In April 2007, as my due date closely approached, I laid in bed and daydreamed about how this baby was going to change my life forever. Of course, since I wasn't a parent yet, I really didn't grasp quite how much it would change me. This change I speak of isn't the less sleep, less time for me, or less money for shopping. This change is what having a baby would do to my heart...the ache it would cause me when she was sick and the amount of unselfish love I would discover even when I was exhausted.
I spent my days of bed rest daydreaming about sitting under our willow tree reading her books. I dreamed about family vacations and teaching her to ride a bike. I dreamed about finally looking into the eyes of part me and part Andrew...a baby that we had prayed for for so long. And when she was born on May 5th, my heart grew a million times. That night, Andrew quickly went to sleep and I laid awake the entire night just staring at her...partly out of complete awe and partly because I was afraid she was going to stop breathing. The following night I wasn't worried about her not breathing...she screamed all night to remind me she was ok.
So, when we took her home 2 days later a new emotion came over me...this huge sense of emotion as we packed her up in the car. I remember thinking "Holy cow. We're on our own." As we drove home, I looked out the window and saw the abundant amount of wisteria blooming. I chuckled as I remembered how I use to think it was wild grapes growing when I was a child. I wondered what silly things this little child would think of...where her imagination would take her. During the final ten minutes before we reached home, I once again found myself daydreaming of what lied ahead. I could envision us picking wisteria and other wild flowers in the spring. I could see us making wishes on dandelions. But, mostly, my heart was full of the most amazing love that I wondered how I had ever lived without her. So, when I see the wisteria bloom every spring it reminds me of that day I became a mother to Ella. It reminds me of God's promise that He will never forsake us. This beauty that blooms every spring is God's reminder to me of his love for me, His daughter.

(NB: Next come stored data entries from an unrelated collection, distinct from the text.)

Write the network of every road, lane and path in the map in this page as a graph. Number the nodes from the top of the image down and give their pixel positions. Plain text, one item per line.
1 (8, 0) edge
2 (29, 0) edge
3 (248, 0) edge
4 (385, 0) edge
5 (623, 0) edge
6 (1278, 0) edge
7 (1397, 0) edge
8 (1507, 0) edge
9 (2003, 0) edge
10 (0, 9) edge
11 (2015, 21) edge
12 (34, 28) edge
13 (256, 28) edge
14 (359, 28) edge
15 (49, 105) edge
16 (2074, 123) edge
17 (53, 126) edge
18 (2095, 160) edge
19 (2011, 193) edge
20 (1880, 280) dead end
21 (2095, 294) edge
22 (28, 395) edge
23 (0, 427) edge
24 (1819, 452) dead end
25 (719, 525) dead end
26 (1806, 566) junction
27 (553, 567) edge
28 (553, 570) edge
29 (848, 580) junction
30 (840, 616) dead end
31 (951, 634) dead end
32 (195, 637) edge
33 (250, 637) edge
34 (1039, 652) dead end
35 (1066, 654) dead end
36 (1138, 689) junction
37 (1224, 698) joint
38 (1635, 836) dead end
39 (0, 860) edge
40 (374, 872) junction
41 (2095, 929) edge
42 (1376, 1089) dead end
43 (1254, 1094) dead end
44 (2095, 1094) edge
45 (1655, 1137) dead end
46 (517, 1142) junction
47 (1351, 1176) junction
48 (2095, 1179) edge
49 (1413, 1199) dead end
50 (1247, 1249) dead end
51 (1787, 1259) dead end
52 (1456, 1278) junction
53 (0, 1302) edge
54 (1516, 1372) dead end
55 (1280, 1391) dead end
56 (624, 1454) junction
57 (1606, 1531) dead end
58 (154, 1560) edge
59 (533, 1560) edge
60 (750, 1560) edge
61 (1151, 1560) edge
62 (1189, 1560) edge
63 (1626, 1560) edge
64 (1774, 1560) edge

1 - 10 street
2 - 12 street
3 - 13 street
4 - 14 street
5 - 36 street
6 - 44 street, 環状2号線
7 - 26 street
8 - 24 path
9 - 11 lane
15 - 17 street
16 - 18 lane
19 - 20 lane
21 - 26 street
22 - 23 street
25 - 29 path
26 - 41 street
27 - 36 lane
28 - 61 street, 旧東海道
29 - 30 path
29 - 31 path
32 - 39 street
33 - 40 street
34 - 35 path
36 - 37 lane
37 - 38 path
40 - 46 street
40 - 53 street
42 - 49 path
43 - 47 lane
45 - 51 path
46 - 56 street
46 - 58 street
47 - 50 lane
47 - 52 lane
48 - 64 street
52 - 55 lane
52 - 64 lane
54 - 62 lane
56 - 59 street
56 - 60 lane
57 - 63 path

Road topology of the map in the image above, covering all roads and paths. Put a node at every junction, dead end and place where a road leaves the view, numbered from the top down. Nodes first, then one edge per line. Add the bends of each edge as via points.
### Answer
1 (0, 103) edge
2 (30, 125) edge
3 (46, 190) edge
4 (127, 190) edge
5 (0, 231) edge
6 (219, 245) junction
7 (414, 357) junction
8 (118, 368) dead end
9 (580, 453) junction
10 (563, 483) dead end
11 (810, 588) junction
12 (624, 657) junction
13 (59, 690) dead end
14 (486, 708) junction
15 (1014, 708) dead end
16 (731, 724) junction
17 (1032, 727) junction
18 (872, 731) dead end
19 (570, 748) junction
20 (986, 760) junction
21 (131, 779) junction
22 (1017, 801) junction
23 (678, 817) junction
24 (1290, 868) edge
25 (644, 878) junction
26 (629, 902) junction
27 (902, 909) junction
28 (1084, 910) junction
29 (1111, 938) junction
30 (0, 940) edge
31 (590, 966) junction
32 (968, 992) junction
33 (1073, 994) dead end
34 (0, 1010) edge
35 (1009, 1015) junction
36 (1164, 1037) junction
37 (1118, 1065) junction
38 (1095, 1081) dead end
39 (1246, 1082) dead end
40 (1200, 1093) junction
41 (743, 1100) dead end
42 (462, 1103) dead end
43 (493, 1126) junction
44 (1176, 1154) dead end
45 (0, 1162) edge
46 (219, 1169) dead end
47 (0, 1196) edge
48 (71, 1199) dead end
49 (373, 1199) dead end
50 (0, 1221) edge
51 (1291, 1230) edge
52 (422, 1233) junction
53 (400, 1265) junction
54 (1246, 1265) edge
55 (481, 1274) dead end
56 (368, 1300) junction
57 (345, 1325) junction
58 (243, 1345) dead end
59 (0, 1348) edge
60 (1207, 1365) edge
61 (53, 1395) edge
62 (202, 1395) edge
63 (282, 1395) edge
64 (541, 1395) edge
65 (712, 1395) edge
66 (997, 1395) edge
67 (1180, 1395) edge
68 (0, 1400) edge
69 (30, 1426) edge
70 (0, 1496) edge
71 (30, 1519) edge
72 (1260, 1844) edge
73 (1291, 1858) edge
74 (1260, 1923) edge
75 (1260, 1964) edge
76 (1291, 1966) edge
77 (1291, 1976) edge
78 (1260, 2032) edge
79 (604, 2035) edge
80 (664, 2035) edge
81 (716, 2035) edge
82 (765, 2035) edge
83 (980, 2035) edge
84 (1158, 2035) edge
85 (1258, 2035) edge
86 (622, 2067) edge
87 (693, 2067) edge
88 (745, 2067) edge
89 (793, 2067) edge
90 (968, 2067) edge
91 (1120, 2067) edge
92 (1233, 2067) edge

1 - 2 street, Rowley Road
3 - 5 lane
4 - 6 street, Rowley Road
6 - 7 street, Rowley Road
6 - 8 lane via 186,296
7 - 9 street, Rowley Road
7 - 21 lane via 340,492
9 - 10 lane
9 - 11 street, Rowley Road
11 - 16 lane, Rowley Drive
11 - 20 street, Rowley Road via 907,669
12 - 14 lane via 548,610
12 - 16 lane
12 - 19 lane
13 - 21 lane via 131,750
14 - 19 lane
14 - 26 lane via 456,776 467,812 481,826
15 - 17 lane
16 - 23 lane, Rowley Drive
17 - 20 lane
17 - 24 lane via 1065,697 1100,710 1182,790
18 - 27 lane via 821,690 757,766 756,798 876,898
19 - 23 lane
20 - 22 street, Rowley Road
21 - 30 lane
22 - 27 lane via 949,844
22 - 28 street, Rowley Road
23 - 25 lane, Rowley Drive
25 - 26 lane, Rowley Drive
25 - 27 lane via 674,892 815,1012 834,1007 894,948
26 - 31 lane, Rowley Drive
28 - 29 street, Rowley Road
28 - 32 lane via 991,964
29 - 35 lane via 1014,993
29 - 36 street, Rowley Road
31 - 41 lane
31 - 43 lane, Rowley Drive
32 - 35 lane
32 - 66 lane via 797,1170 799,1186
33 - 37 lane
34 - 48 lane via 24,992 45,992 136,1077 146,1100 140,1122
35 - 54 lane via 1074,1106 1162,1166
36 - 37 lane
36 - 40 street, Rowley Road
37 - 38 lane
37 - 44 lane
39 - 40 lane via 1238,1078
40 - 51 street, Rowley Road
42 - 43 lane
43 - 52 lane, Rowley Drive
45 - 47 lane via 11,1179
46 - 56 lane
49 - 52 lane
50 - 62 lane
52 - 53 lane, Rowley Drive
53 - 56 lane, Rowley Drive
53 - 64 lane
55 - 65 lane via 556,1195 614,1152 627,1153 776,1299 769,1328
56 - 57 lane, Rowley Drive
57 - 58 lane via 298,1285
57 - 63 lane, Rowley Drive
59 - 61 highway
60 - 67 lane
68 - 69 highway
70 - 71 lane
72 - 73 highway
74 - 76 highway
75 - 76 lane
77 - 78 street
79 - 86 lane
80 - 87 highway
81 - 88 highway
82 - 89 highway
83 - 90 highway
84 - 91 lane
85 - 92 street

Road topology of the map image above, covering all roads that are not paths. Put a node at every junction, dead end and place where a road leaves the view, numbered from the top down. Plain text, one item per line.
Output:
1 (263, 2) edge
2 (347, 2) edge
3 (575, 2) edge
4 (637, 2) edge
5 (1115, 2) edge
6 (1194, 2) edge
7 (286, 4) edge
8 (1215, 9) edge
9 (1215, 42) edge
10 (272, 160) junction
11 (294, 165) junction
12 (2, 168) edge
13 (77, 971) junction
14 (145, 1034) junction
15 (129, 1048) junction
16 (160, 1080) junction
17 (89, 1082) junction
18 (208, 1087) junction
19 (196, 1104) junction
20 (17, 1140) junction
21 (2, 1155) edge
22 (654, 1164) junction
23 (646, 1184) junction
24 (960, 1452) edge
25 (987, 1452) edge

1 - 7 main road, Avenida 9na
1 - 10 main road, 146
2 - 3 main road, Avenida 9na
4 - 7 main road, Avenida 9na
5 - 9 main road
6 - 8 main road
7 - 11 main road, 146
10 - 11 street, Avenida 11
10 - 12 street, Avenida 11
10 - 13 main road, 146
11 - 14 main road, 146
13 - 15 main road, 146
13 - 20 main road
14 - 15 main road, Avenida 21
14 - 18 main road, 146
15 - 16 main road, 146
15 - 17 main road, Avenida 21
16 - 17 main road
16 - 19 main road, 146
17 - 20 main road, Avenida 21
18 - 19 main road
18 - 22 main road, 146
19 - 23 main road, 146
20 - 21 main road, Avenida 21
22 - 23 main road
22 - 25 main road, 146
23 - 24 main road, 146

In the dreariness of this winter, I found myself forgetting about God's promise. After the miscarriage and trying for yet another long year to get pregnant, I felt forgotten. I started to doubt whether prayer really mattered. How many more times could I possibly pray for another baby? I believed the lies that Satan told me: "you got your one baby, God isn't going to bless you AGAIN" and "you can pray all you want, but He's just going to do whatever HE wants."
So, I stopped praying about it. I didn't stop praying completely...I just stopped asking God to give me a baby. In the midst of all this a friend told me "Sarah, you'd never want anything God didn't want for you. If only you could see into the future. Just trust Him." She was right. But, I still felt such a strong desire for another child. So, I prayed again. But this time, I prayed for God to help me find contentment with my life, but to not grow complacent in the prayer for the desires of my heart...or for Him to at least take away those desires. I prayed every night "Loving Father, if you really love me, please take away this desire for another baby. And if you don't, then I'm going to keep believing you will somehow give me another one."
That's the funny thing about God. We can't see His mighty work at hand until we see how it all turns out. After I gave up this control, I felt a HUGE amount of peace. I started choosing to be happy again. I refused to let another day go by that I spent sulking in my sorrow and missing out on the blessing I already had on this earth...my daughter and husband. They were more than enough family for me...more than many women have who are still waiting on a husband and/or a child. This feeling of peace came around the holidays of last year and Andrew and I made a promise to enjoy 2010.
But God...he had not forgotten about me. He has always known my heart. He is the one who created it after all. And when we let Him, HE will bless us more than we could ever imagine. You see, God was ok with me not understanding Him. He knew that He had something so much better for me than I had imagined for myself...
So, as I drove home from the doctors office this afternoon, I see how beautiful the wisteria looks. You see wisteria multiplies each year. It grows rapidly...especially in the spring. Although a very hardy plant, it is hard to transplant because of its deep root system. It also has a very long life span.
And I look down at my ultrasound picture of 10 week old twins. Two absolutely perfect little babies who much like the wisteria have deep roots that are growing very rapidly. And I cry because even though I have known for weeks, I still just feel so undeserving of such a blessing. How foolish of me to have ever doubted the greatness of our God.
It still doesn't feel real. I saw them moving on the monitor, but I just can't believe that my womb has been healed.
And once again, I will think of the abundant blessings and miracles God has given us when the wisteria blooms each spring.
There will come a day, hopefully a long time from now, that I grow weary and tired. My hair will grow gray and I will not be able to run as fast as I do now when we play chase..or as you call it "I'm going to get you game!"
But, when I am gone, I hope that you will remember me every spring when the wisteria blooms...and always remember that I will love you here and in eternity.